**Activity**
Copy out each line of the entries below in which the string "Đồng" appears.

**Listed entries**
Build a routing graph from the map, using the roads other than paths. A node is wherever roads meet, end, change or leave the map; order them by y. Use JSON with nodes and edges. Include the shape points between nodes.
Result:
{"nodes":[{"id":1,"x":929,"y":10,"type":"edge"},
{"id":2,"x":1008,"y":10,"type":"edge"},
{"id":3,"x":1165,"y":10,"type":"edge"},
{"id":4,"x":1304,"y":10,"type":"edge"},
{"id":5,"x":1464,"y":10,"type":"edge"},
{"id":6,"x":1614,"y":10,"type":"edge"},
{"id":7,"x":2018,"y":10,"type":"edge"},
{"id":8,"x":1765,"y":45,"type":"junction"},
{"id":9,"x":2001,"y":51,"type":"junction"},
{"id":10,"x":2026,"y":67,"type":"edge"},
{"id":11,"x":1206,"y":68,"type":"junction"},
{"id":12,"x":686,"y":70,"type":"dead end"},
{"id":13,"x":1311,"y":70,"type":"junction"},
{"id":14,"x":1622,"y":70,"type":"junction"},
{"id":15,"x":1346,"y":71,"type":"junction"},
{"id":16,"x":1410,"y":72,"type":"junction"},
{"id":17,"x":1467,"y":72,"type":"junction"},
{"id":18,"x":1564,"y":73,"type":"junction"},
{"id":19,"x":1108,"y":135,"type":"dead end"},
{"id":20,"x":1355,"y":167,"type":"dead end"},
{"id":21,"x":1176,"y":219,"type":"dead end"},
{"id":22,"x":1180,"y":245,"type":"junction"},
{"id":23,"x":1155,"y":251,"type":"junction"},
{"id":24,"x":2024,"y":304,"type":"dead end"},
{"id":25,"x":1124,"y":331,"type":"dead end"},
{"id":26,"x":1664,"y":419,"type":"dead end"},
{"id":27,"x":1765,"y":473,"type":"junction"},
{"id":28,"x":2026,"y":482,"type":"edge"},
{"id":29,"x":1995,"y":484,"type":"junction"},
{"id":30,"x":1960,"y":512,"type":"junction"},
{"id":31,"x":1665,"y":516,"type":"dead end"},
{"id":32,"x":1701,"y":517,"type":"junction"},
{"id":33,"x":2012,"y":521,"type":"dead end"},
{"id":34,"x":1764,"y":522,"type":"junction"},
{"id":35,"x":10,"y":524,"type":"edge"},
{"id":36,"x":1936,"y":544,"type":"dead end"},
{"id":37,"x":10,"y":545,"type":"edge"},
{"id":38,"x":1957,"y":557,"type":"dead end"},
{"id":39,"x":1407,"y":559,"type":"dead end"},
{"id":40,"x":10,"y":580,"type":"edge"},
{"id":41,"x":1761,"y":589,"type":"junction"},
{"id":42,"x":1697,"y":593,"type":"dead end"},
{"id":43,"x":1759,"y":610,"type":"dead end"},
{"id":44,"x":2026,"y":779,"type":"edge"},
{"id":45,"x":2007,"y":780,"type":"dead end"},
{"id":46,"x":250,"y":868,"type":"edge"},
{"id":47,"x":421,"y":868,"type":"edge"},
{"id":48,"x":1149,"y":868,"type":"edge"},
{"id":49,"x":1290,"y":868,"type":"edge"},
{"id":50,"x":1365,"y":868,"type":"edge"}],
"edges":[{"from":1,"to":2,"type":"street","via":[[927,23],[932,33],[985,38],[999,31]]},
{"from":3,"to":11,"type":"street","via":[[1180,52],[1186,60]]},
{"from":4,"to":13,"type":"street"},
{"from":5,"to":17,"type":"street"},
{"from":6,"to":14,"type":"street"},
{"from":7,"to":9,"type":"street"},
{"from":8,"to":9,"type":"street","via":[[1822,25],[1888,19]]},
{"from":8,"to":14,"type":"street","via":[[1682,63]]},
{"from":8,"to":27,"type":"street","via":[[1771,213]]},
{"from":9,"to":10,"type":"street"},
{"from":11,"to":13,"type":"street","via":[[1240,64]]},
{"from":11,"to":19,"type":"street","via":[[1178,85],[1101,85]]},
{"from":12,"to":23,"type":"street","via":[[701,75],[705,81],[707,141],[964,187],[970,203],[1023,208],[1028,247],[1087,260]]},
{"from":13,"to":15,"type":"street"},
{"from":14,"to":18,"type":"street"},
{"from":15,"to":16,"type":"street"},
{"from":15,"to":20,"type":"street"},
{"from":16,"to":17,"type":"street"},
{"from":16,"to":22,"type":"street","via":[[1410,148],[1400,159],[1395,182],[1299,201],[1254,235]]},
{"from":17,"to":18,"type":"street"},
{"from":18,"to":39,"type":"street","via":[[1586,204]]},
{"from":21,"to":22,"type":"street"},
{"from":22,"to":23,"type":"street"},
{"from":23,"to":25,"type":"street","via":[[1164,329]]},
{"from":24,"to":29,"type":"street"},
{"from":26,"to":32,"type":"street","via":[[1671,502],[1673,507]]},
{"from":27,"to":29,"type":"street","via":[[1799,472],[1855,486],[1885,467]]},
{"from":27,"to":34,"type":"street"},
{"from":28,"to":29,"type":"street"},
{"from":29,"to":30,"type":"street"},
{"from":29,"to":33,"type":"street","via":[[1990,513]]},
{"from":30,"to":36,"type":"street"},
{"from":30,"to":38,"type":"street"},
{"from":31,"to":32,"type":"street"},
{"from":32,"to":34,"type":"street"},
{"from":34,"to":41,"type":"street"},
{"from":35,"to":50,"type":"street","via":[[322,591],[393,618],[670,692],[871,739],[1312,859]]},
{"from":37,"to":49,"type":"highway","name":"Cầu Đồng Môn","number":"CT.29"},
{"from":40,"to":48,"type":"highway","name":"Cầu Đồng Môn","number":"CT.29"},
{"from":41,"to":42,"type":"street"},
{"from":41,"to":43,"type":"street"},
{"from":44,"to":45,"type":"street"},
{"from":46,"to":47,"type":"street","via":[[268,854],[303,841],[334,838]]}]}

**Answer section**
{"from":37,"to":49,"type":"highway","name":"Cầu Đồng Môn","number":"CT.29"},
{"from":40,"to":48,"type":"highway","name":"Cầu Đồng Môn","number":"CT.29"},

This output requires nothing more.